手短にいえば「否」です。検査で安心する人は多いですが、検査結果が必ずしも正しいとは限りません。

  • 病気にかかっていても正常という結果が出ることがあります(偽陰性)。

  • 病気にかかっていなくても異常という結果が出ることもあります(偽陽性)。

検査を行うか行わないか:偽陽性の結果が出る可能性があるなら、検査を行うのはよくないかもしれません。ある人が病気にかかっている確率が、その病気の検査で結果が偽陽性になる確率よりも低い場合、検査によって誤解が生じる可能性が高くなります。

例:4歳の娘が太ももをくっつけて歩いているため、尿路感染症(UTI)なのではないかと両親が心配しているとします。しかし、診察室で医師は、尿路感染症を示唆するその他の徴候がないことを確認します。すなわち、排尿回数がさほど増えておらず、排尿時に痛みや灼熱感がなく、膀胱と腎臓に圧痛がみられません。この所見に基づいて、医師は尿路感染症の可能性は非常に低い(5%以下)と結論し、他の症状が現れない限り、何もする必要はないといって両親を安心させます。両親は、医師が尿検査をして、娘が尿路感染症にかかっていないことを証明してくれたらもっと安心できるのにと言います。検査は助けになるでしょうか。ならないでしょうか。

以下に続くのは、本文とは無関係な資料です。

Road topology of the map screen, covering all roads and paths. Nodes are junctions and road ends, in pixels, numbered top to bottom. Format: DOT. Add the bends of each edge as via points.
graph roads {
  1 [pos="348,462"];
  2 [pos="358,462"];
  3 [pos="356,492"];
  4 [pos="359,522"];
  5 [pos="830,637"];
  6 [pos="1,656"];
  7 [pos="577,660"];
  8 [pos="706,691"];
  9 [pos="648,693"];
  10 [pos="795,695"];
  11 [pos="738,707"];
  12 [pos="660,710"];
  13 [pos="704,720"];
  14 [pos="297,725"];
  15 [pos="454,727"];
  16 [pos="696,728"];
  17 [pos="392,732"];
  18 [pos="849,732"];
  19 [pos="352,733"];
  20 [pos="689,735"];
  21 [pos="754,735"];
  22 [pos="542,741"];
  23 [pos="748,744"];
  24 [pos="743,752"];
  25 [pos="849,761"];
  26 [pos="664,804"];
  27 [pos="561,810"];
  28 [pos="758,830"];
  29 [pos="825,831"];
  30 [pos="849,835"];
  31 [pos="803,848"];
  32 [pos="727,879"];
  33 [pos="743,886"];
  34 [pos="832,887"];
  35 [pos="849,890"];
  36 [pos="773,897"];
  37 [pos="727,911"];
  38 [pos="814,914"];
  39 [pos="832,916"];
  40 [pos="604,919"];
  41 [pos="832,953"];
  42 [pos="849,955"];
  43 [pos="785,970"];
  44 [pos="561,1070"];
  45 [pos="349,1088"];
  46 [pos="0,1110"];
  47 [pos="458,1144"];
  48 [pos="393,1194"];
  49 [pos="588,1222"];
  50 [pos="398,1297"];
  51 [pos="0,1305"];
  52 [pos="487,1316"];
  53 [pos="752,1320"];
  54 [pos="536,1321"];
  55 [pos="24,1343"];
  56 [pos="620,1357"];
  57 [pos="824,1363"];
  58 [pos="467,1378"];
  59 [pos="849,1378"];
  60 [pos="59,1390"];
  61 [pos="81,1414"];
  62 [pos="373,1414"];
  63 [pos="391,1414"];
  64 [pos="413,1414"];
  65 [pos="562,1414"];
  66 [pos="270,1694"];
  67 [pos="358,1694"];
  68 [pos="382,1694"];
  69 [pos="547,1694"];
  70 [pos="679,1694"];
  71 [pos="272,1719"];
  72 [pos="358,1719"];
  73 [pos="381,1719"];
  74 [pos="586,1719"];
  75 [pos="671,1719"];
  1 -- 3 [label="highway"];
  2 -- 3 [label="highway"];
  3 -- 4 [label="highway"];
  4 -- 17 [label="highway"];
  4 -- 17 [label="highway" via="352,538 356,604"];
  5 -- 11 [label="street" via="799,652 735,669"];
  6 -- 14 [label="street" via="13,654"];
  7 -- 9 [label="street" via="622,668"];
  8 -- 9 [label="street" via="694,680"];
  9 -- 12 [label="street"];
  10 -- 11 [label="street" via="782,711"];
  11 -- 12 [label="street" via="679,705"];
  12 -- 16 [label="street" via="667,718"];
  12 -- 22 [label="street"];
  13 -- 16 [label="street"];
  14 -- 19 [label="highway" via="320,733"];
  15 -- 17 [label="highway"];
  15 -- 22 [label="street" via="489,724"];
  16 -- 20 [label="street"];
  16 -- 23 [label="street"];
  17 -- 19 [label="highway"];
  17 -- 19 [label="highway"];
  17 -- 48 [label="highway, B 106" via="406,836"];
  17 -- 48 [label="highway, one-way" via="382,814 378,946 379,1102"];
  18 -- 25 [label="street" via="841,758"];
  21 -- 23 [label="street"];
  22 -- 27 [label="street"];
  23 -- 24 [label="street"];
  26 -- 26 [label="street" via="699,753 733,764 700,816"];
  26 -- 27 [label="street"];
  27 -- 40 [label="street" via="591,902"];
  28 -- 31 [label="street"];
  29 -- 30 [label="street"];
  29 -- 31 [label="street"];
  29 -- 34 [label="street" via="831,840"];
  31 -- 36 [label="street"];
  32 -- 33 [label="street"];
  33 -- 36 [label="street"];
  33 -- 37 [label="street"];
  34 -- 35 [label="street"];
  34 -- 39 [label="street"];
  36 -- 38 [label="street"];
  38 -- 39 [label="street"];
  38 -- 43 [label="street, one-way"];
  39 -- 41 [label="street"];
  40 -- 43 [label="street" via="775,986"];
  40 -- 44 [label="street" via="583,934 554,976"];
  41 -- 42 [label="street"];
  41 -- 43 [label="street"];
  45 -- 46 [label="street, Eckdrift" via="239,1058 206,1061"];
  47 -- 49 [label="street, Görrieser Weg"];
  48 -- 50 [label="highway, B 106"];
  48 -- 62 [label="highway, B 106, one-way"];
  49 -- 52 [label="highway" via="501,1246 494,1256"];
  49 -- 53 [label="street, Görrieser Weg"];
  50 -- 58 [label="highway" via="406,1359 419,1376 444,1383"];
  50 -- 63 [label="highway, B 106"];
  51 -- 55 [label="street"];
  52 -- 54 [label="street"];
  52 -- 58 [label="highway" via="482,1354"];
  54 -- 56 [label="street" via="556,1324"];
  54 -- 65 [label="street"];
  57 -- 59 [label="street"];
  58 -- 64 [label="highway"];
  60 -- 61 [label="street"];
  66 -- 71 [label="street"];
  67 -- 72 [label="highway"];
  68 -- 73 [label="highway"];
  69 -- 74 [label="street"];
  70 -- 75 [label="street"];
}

検査結果の潜在的な有用性を評価する:例えば、10%の確率で偽陽性の結果が出ることが知られている尿路感染症の検査を医師が行ったとします(10%の偽陽性は多くの医学検査では標準的です)。

実際に尿路感染症にかかっている人で検査結果が必ず陽性になると仮定した場合でも、このような女の子が100人いるとすると、結果は以下のようになります。

  • 実際に尿路感染症にかかっている5人では、真に陽性の結果が出ます。

しかし

  • 10人では偽陽性の結果が出ます。

つまり、この女の子の場合、陽性の検査結果が誤りである確率は、それが真実である確率の2倍であるということです。

検査結果が意思決定に与える影響:したがって、この場合は、陽性の検査結果が出たとしても、その結果が間違いである可能性が高いため、治療しないという医師の判断は変わらないでしょう。医師は他のことをしないため、そもそも検査をしても意味はないのです。

もし、尿路感染症の可能性がより高いと医師が考えたとしたら、話は異なります。尿路感染症の可能性が五分五分だとすると、陽性の検査結果が出た人の多くは、実際に尿路感染症にかかっていることになり、検査は役に立ちます。

この計算から、検査対象の病気にかかっている確率が高い場合にしか医師が検査を行わない理由が分かります。